▶ GOAL OF THE EXERCISE
Scan the entries below. Report each line where the string "from" occurs.
====
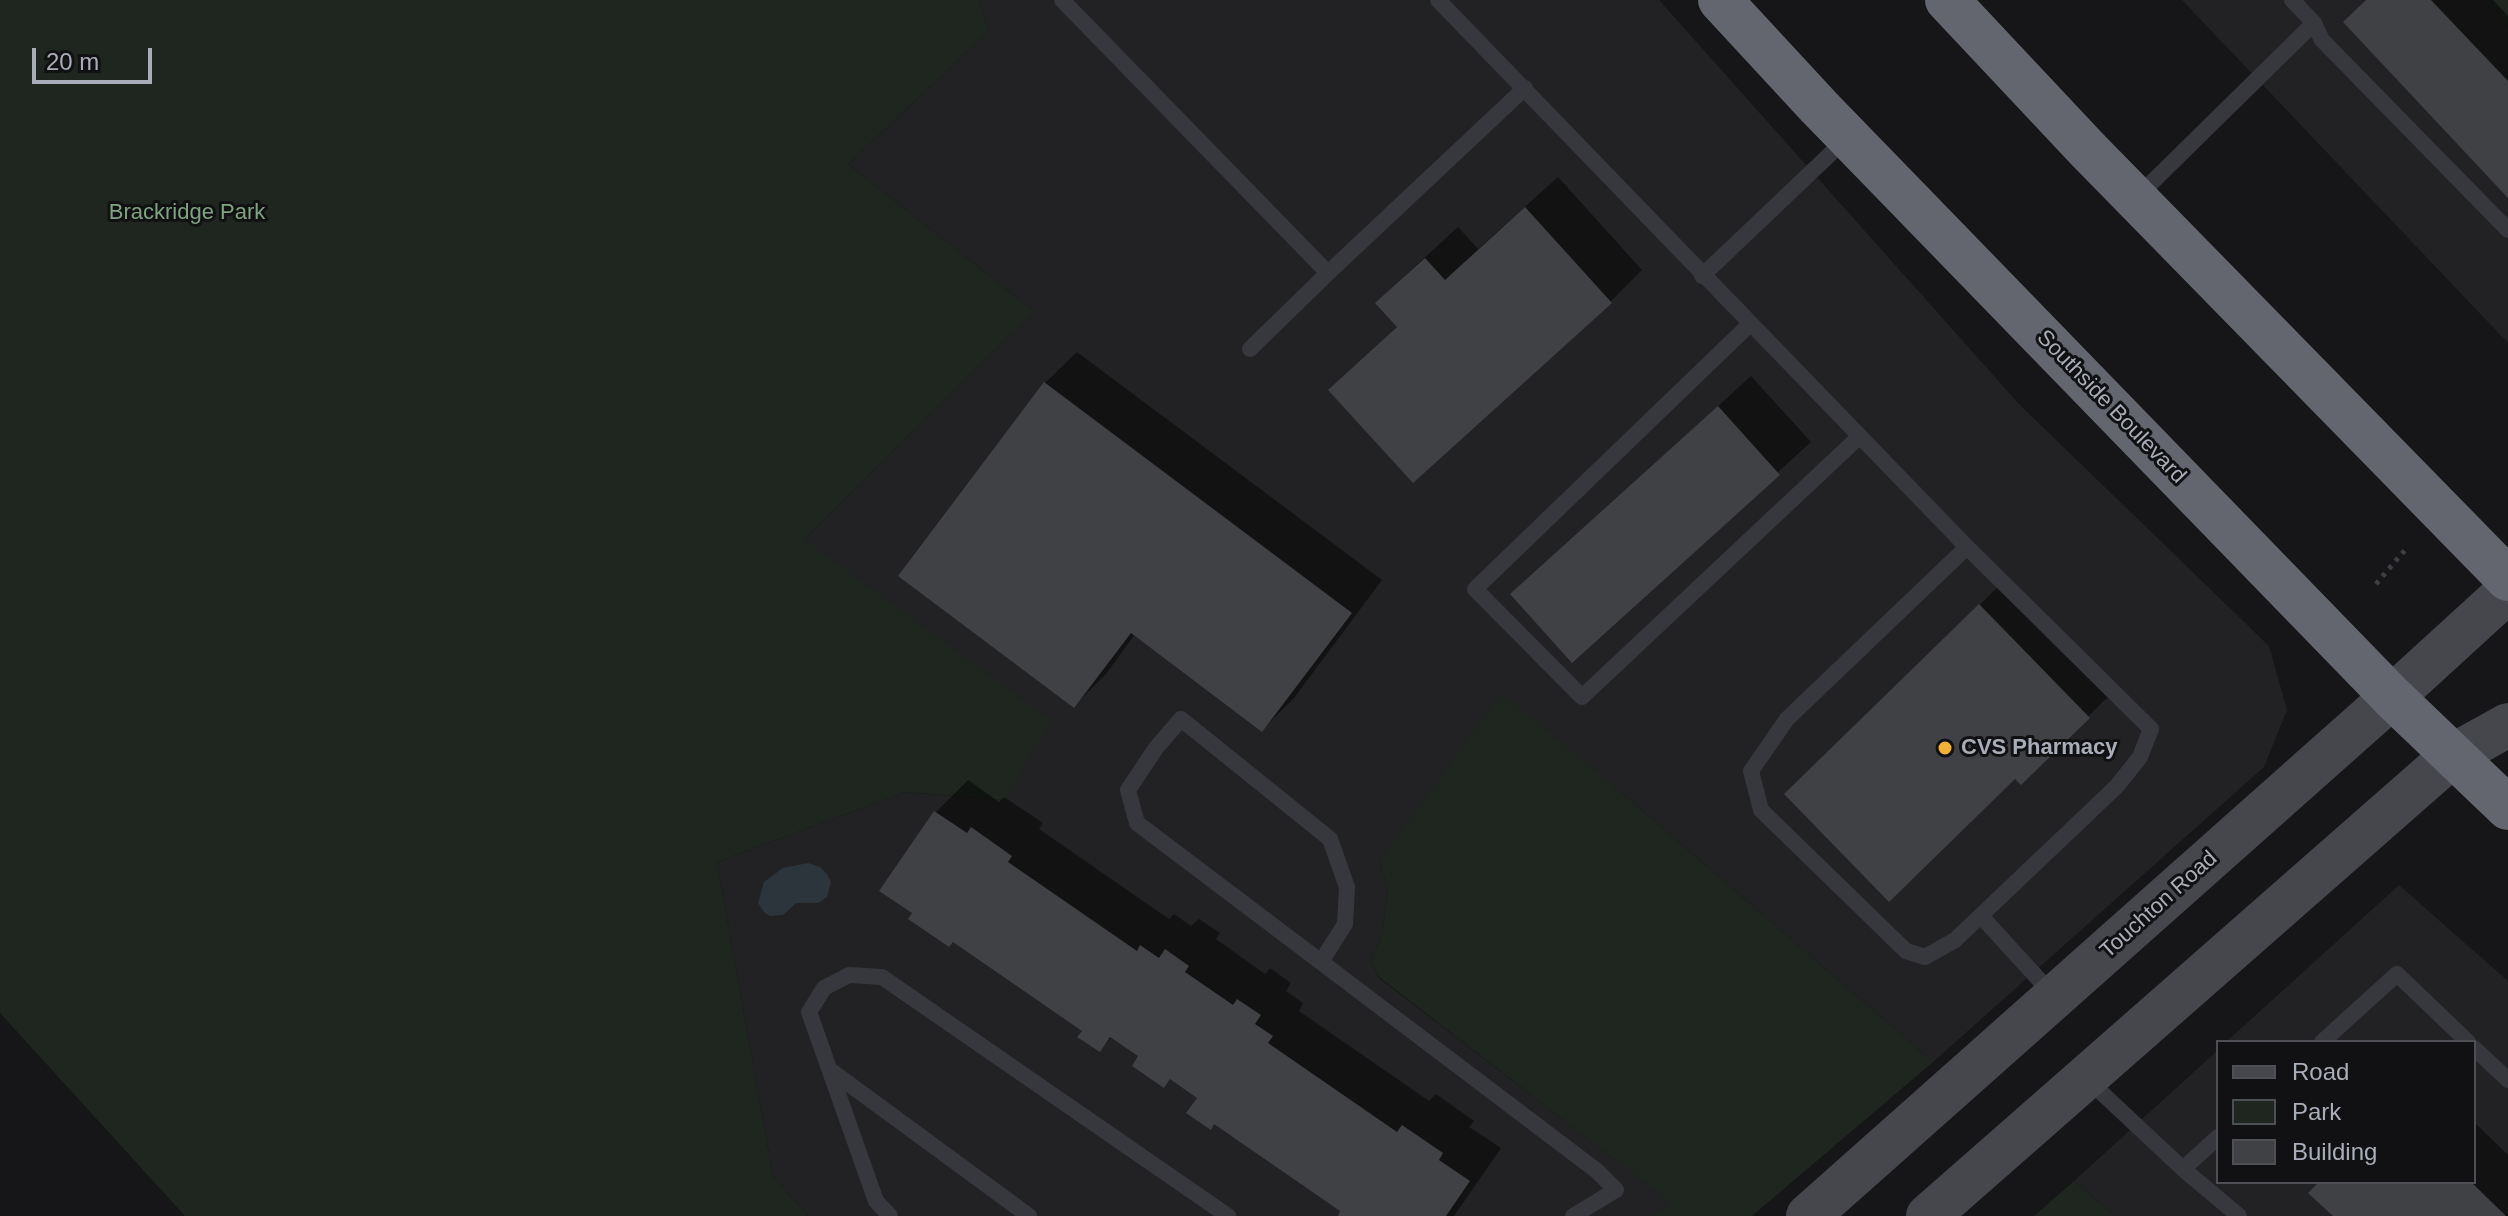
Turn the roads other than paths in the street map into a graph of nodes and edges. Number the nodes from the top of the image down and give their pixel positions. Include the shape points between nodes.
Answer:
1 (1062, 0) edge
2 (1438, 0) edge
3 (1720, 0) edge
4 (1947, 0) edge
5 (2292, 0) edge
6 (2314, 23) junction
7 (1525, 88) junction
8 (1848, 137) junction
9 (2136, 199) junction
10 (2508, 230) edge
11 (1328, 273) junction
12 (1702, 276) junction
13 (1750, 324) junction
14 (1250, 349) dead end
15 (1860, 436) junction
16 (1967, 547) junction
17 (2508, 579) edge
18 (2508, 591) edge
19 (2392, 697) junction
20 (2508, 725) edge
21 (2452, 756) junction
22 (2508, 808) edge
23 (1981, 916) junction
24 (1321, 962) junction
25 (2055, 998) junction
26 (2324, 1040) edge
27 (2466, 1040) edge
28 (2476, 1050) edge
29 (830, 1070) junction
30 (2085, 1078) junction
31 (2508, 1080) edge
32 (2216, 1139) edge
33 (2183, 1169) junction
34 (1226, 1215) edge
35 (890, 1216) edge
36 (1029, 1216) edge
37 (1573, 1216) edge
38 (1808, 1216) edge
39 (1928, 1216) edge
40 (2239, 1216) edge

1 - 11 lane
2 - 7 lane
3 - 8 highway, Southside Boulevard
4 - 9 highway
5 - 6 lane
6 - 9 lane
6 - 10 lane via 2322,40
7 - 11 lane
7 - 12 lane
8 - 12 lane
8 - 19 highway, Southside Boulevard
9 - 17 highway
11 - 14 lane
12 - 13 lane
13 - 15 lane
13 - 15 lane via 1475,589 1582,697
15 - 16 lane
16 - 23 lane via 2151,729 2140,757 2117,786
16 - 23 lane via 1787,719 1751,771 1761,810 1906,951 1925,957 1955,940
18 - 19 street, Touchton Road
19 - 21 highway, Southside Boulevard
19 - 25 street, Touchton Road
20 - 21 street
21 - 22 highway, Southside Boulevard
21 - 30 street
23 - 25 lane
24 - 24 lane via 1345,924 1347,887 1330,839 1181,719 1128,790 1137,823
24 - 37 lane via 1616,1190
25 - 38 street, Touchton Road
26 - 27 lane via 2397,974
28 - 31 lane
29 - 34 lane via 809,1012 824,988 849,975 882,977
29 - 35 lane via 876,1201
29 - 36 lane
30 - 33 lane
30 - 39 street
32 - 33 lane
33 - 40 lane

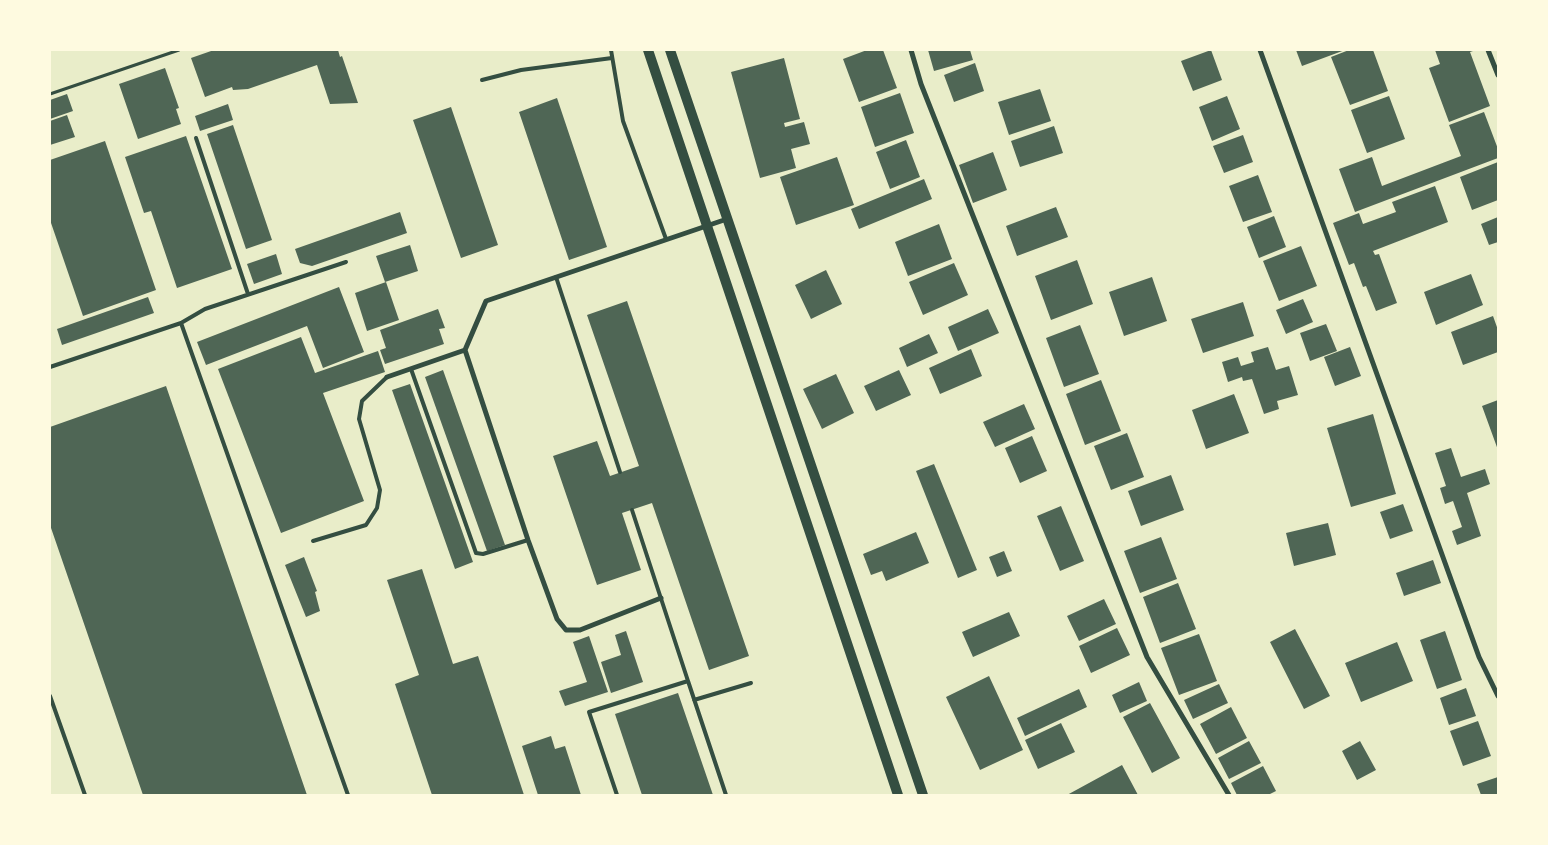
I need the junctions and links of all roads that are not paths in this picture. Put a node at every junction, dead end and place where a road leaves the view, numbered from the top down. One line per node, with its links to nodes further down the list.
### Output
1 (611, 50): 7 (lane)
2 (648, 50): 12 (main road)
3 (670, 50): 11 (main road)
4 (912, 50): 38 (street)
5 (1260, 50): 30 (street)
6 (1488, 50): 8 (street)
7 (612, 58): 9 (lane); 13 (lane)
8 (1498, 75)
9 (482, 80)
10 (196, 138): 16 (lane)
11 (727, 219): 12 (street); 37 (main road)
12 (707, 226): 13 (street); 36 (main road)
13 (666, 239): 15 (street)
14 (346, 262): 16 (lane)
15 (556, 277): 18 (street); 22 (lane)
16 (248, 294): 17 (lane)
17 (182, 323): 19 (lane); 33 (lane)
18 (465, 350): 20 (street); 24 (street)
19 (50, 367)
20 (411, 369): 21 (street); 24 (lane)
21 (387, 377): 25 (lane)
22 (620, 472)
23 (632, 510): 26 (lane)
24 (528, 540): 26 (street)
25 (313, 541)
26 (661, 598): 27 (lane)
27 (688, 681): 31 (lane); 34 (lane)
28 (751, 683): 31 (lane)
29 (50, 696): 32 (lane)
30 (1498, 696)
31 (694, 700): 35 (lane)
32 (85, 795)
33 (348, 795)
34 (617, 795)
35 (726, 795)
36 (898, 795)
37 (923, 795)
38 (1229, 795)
====
▶ RESPONSE AREA
Turn the roads other than paths in the street map into a graph of nodes and edges. Number the nodes from the top of the image down and give their pixel positions. Include the shape points between nodes.
I need the junctions and links of all roads that are not paths in this picture. Put a node at every junction, dead end and place where a road leaves the view, numbered from the top down. One line per node, with its links to nodes further down the list.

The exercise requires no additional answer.